◆ **Problem description**: An exact transcript of every entry is required, without any of the pictures.

◆ **Source material**:
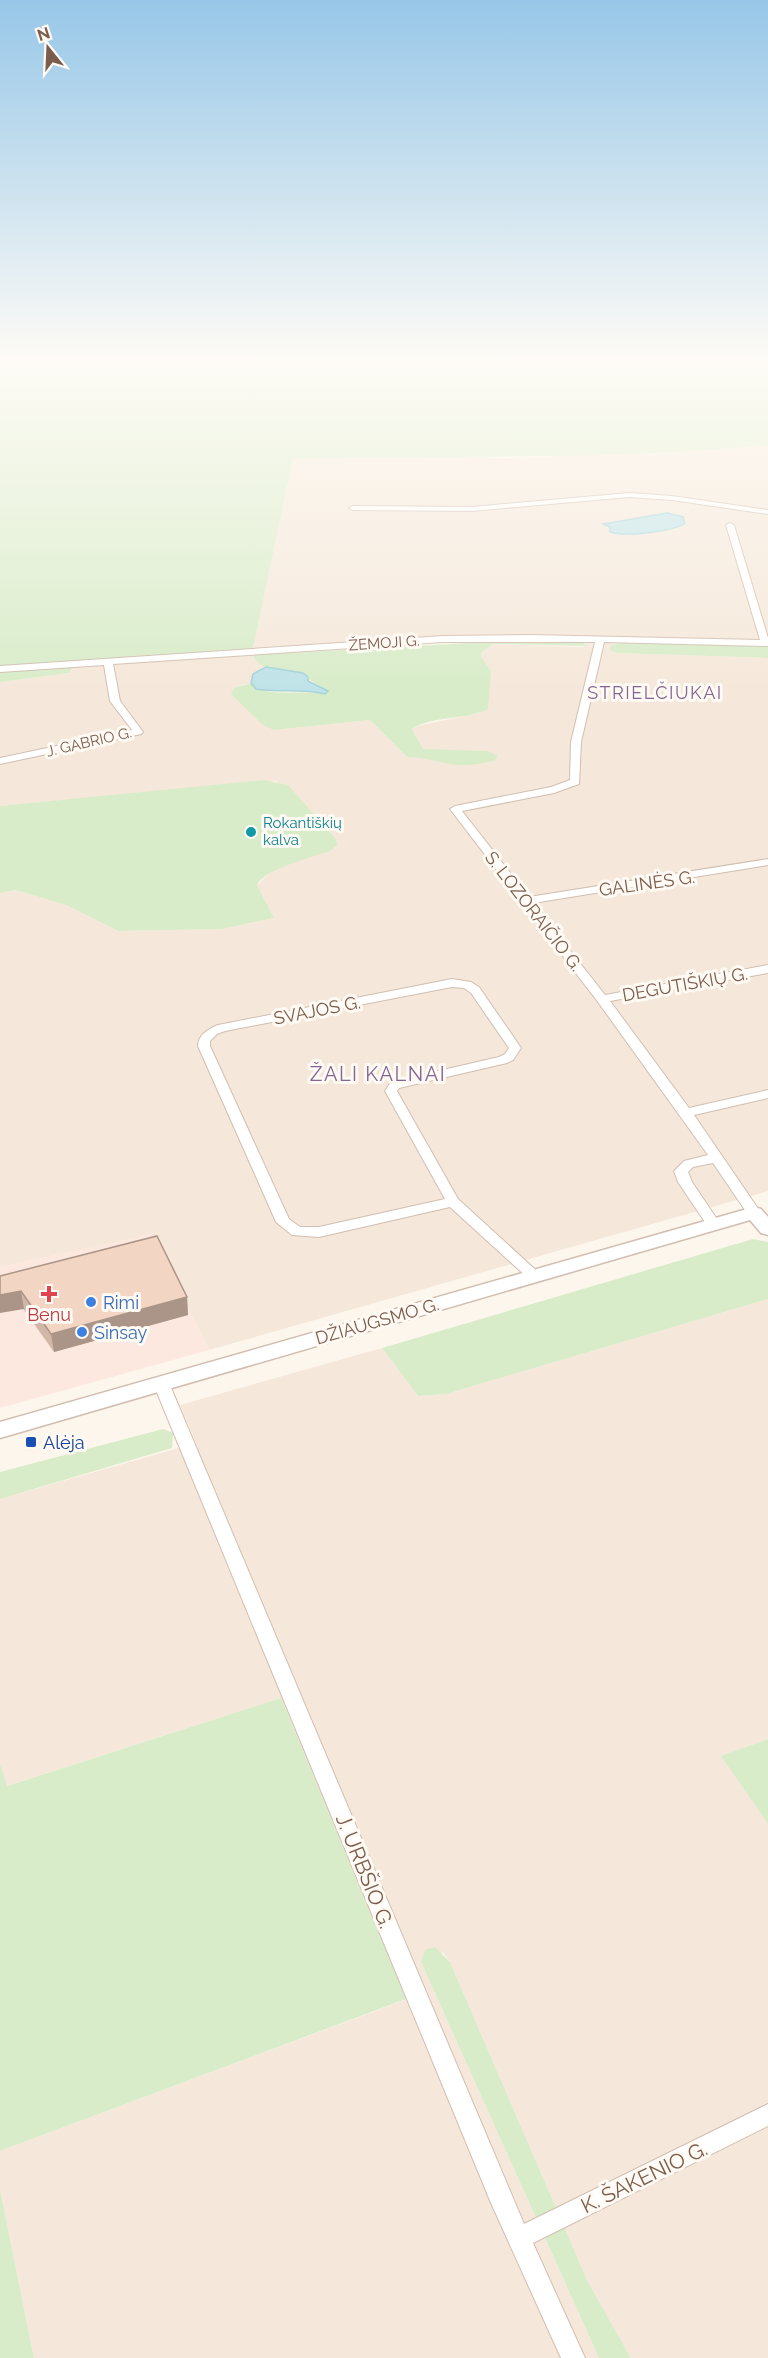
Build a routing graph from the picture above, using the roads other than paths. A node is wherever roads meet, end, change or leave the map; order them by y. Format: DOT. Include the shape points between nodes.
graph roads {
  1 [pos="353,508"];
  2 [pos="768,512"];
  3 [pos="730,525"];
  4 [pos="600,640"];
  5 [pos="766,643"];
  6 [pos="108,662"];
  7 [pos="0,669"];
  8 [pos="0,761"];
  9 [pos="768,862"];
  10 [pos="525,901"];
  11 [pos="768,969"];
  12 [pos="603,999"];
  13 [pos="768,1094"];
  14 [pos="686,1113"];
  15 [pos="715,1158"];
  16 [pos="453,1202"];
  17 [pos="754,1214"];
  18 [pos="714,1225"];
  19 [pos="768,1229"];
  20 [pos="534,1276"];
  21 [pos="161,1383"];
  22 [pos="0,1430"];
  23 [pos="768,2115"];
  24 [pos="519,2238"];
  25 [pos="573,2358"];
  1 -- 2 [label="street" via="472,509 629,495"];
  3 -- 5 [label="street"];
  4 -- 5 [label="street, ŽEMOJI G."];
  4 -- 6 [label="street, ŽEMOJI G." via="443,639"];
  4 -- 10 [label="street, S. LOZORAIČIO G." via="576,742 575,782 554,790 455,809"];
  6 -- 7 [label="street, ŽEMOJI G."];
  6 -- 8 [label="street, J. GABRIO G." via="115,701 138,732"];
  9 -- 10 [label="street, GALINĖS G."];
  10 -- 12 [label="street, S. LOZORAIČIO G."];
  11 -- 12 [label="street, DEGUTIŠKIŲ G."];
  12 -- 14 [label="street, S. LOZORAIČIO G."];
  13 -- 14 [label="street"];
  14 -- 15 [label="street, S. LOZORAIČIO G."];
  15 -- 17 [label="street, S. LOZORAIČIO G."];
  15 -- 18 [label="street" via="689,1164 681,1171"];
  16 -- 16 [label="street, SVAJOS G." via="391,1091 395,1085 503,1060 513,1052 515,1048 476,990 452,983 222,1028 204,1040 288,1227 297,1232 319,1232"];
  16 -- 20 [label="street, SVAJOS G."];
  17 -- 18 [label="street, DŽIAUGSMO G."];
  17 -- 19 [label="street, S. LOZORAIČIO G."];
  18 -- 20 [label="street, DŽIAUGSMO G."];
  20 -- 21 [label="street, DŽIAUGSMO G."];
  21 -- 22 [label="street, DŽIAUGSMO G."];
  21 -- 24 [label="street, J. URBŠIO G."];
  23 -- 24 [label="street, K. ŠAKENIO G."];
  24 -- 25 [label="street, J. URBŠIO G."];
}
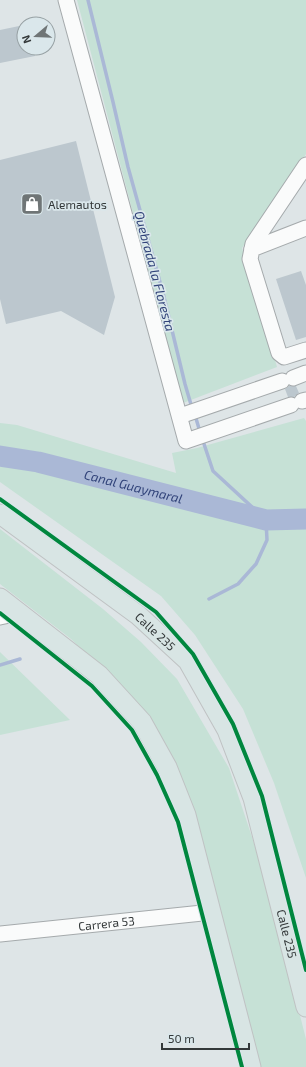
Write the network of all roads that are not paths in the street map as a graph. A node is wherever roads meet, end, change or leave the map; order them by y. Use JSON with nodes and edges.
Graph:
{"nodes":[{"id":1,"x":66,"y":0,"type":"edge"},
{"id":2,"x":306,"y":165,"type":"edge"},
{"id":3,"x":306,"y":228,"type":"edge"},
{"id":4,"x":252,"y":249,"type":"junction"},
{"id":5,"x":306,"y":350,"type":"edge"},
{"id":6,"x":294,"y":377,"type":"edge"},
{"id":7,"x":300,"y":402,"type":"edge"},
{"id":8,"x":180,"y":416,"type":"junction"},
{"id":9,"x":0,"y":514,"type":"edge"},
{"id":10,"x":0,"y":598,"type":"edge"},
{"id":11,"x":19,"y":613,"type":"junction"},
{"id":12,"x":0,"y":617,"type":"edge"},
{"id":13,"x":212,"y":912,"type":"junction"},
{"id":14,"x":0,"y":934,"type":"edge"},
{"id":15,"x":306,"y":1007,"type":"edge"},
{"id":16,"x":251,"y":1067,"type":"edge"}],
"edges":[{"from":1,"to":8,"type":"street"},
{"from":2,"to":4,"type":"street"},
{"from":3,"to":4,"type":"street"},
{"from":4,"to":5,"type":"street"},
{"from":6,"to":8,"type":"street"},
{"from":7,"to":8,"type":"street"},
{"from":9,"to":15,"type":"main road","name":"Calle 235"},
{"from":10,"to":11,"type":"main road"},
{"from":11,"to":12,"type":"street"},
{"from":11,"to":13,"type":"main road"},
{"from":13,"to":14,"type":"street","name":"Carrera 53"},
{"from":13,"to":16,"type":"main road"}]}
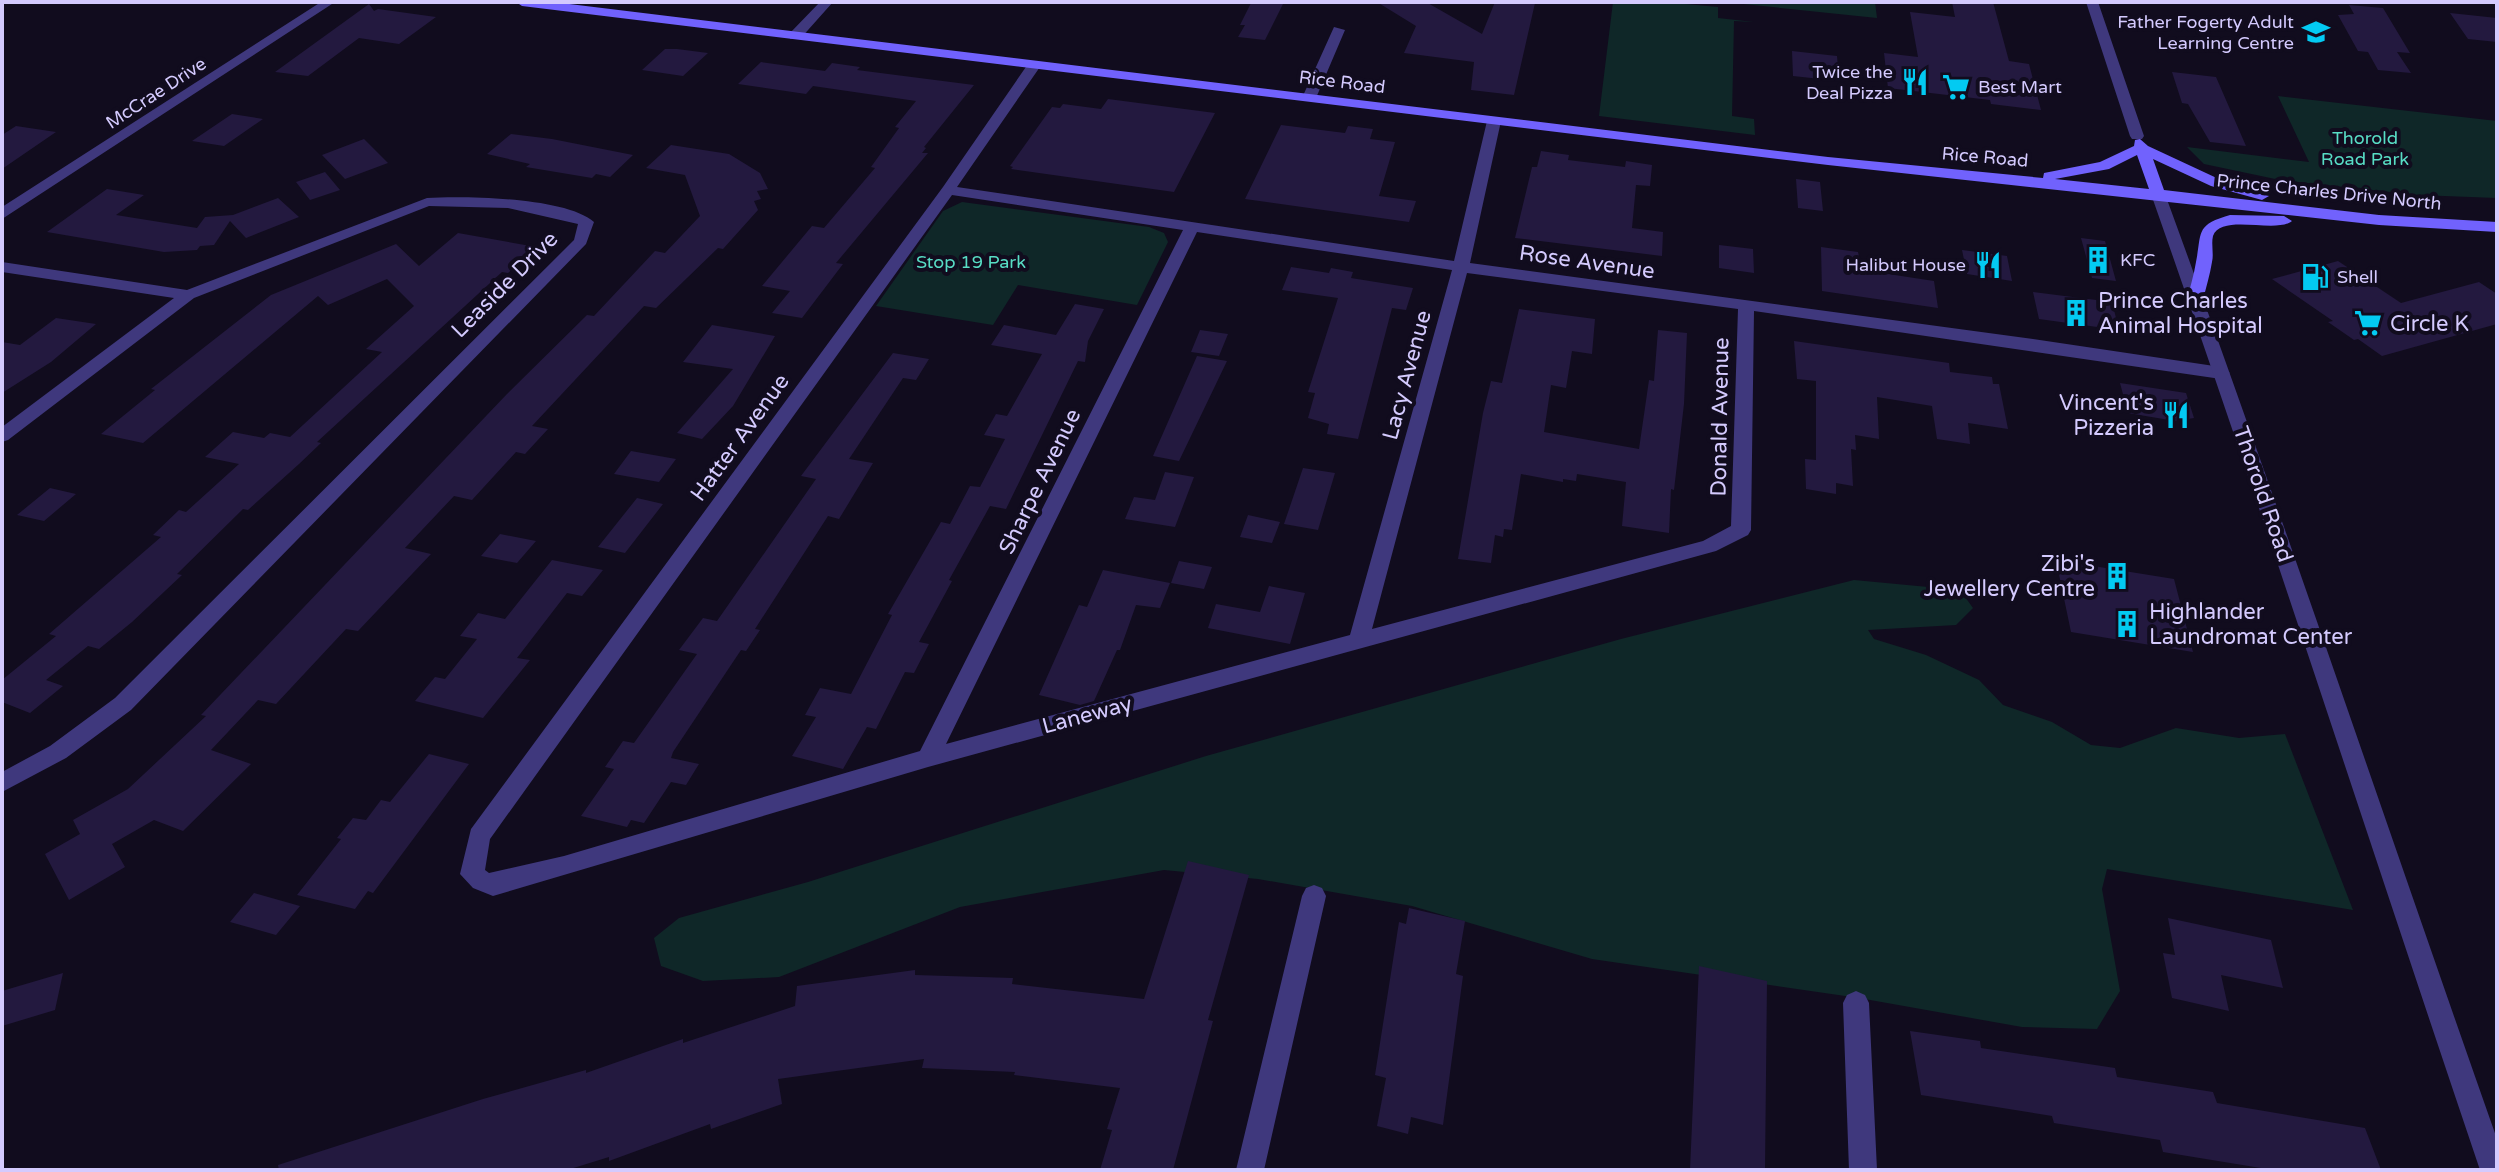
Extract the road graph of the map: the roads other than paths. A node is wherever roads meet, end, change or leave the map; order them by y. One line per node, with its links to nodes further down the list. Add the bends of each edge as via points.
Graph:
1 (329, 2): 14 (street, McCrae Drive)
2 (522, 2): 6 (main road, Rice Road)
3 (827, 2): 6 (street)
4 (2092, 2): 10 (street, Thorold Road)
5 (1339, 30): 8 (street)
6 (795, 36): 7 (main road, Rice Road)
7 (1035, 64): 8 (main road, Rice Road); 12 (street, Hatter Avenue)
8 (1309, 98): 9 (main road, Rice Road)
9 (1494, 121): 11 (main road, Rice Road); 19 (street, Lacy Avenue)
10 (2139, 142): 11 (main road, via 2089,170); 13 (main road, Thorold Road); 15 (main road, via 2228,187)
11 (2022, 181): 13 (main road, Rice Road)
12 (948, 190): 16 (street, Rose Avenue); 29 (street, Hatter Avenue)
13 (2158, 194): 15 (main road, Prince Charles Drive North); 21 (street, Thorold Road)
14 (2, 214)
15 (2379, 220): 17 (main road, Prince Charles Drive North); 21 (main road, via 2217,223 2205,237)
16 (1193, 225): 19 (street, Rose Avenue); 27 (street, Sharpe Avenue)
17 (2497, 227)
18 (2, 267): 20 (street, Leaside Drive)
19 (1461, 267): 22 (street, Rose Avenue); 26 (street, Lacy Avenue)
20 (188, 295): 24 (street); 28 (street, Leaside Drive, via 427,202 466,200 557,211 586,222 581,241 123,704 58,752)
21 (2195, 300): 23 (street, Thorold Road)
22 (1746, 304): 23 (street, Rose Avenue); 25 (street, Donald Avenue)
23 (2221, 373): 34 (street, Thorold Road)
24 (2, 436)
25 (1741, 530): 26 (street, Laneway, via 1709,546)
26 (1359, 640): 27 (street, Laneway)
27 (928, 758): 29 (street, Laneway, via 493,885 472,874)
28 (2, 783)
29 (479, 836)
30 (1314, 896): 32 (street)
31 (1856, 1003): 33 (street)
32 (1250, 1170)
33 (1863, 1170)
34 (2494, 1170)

◆ **Output**:
Build a routing graph from the picture above, using the roads other than paths. A node is wherever roads meet, end, change or leave the map; order them by y. Format: DOT. Include the shape points between nodes.
graph roads {
  1 [pos="353,508"];
  2 [pos="768,512"];
  3 [pos="730,525"];
  4 [pos="600,640"];
  5 [pos="766,643"];
  6 [pos="108,662"];
  7 [pos="0,669"];
  8 [pos="0,761"];
  9 [pos="768,862"];
  10 [pos="525,901"];
  11 [pos="768,969"];
  12 [pos="603,999"];
  13 [pos="768,1094"];
  14 [pos="686,1113"];
  15 [pos="715,1158"];
  16 [pos="453,1202"];
  17 [pos="754,1214"];
  18 [pos="714,1225"];
  19 [pos="768,1229"];
  20 [pos="534,1276"];
  21 [pos="161,1383"];
  22 [pos="0,1430"];
  23 [pos="768,2115"];
  24 [pos="519,2238"];
  25 [pos="573,2358"];
  1 -- 2 [label="street" via="472,509 629,495"];
  3 -- 5 [label="street"];
  4 -- 5 [label="street, ŽEMOJI G."];
  4 -- 6 [label="street, ŽEMOJI G." via="443,639"];
  4 -- 10 [label="street, S. LOZORAIČIO G." via="576,742 575,782 554,790 455,809"];
  6 -- 7 [label="street, ŽEMOJI G."];
  6 -- 8 [label="street, J. GABRIO G." via="115,701 138,732"];
  9 -- 10 [label="street, GALINĖS G."];
  10 -- 12 [label="street, S. LOZORAIČIO G."];
  11 -- 12 [label="street, DEGUTIŠKIŲ G."];
  12 -- 14 [label="street, S. LOZORAIČIO G."];
  13 -- 14 [label="street"];
  14 -- 15 [label="street, S. LOZORAIČIO G."];
  15 -- 17 [label="street, S. LOZORAIČIO G."];
  15 -- 18 [label="street" via="689,1164 681,1171"];
  16 -- 16 [label="street, SVAJOS G." via="391,1091 395,1085 503,1060 513,1052 515,1048 476,990 452,983 222,1028 204,1040 288,1227 297,1232 319,1232"];
  16 -- 20 [label="street, SVAJOS G."];
  17 -- 18 [label="street, DŽIAUGSMO G."];
  17 -- 19 [label="street, S. LOZORAIČIO G."];
  18 -- 20 [label="street, DŽIAUGSMO G."];
  20 -- 21 [label="street, DŽIAUGSMO G."];
  21 -- 22 [label="street, DŽIAUGSMO G."];
  21 -- 24 [label="street, J. URBŠIO G."];
  23 -- 24 [label="street, K. ŠAKENIO G."];
  24 -- 25 [label="street, J. URBŠIO G."];
}
Write the network of all roads that are not paths in the street map as a graph. A node is wherever roads meet, end, change or leave the map; order them by y. Use JSON with nodes and edges.
Graph:
{"nodes":[{"id":1,"x":66,"y":0,"type":"edge"},
{"id":2,"x":306,"y":165,"type":"edge"},
{"id":3,"x":306,"y":228,"type":"edge"},
{"id":4,"x":252,"y":249,"type":"junction"},
{"id":5,"x":306,"y":350,"type":"edge"},
{"id":6,"x":294,"y":377,"type":"edge"},
{"id":7,"x":300,"y":402,"type":"edge"},
{"id":8,"x":180,"y":416,"type":"junction"},
{"id":9,"x":0,"y":514,"type":"edge"},
{"id":10,"x":0,"y":598,"type":"edge"},
{"id":11,"x":19,"y":613,"type":"junction"},
{"id":12,"x":0,"y":617,"type":"edge"},
{"id":13,"x":212,"y":912,"type":"junction"},
{"id":14,"x":0,"y":934,"type":"edge"},
{"id":15,"x":306,"y":1007,"type":"edge"},
{"id":16,"x":251,"y":1067,"type":"edge"}],
"edges":[{"from":1,"to":8,"type":"street"},
{"from":2,"to":4,"type":"street"},
{"from":3,"to":4,"type":"street"},
{"from":4,"to":5,"type":"street"},
{"from":6,"to":8,"type":"street"},
{"from":7,"to":8,"type":"street"},
{"from":9,"to":15,"type":"main road","name":"Calle 235"},
{"from":10,"to":11,"type":"main road"},
{"from":11,"to":12,"type":"street"},
{"from":11,"to":13,"type":"main road"},
{"from":13,"to":14,"type":"street","name":"Carrera 53"},
{"from":13,"to":16,"type":"main road"}]}
Extract the road graph of the map: the roads other than paths. A node is wherever roads meet, end, change or leave the map; order them by y. One line per node, with its links to nodes further down the list. Add the bends of each edge as via points.
Graph:
1 (329, 2): 14 (street, McCrae Drive)
2 (522, 2): 6 (main road, Rice Road)
3 (827, 2): 6 (street)
4 (2092, 2): 10 (street, Thorold Road)
5 (1339, 30): 8 (street)
6 (795, 36): 7 (main road, Rice Road)
7 (1035, 64): 8 (main road, Rice Road); 12 (street, Hatter Avenue)
8 (1309, 98): 9 (main road, Rice Road)
9 (1494, 121): 11 (main road, Rice Road); 19 (street, Lacy Avenue)
10 (2139, 142): 11 (main road, via 2089,170); 13 (main road, Thorold Road); 15 (main road, via 2228,187)
11 (2022, 181): 13 (main road, Rice Road)
12 (948, 190): 16 (street, Rose Avenue); 29 (street, Hatter Avenue)
13 (2158, 194): 15 (main road, Prince Charles Drive North); 21 (street, Thorold Road)
14 (2, 214)
15 (2379, 220): 17 (main road, Prince Charles Drive North); 21 (main road, via 2217,223 2205,237)
16 (1193, 225): 19 (street, Rose Avenue); 27 (street, Sharpe Avenue)
17 (2497, 227)
18 (2, 267): 20 (street, Leaside Drive)
19 (1461, 267): 22 (street, Rose Avenue); 26 (street, Lacy Avenue)
20 (188, 295): 24 (street); 28 (street, Leaside Drive, via 427,202 466,200 557,211 586,222 581,241 123,704 58,752)
21 (2195, 300): 23 (street, Thorold Road)
22 (1746, 304): 23 (street, Rose Avenue); 25 (street, Donald Avenue)
23 (2221, 373): 34 (street, Thorold Road)
24 (2, 436)
25 (1741, 530): 26 (street, Laneway, via 1709,546)
26 (1359, 640): 27 (street, Laneway)
27 (928, 758): 29 (street, Laneway, via 493,885 472,874)
28 (2, 783)
29 (479, 836)
30 (1314, 896): 32 (street)
31 (1856, 1003): 33 (street)
32 (1250, 1170)
33 (1863, 1170)
34 (2494, 1170)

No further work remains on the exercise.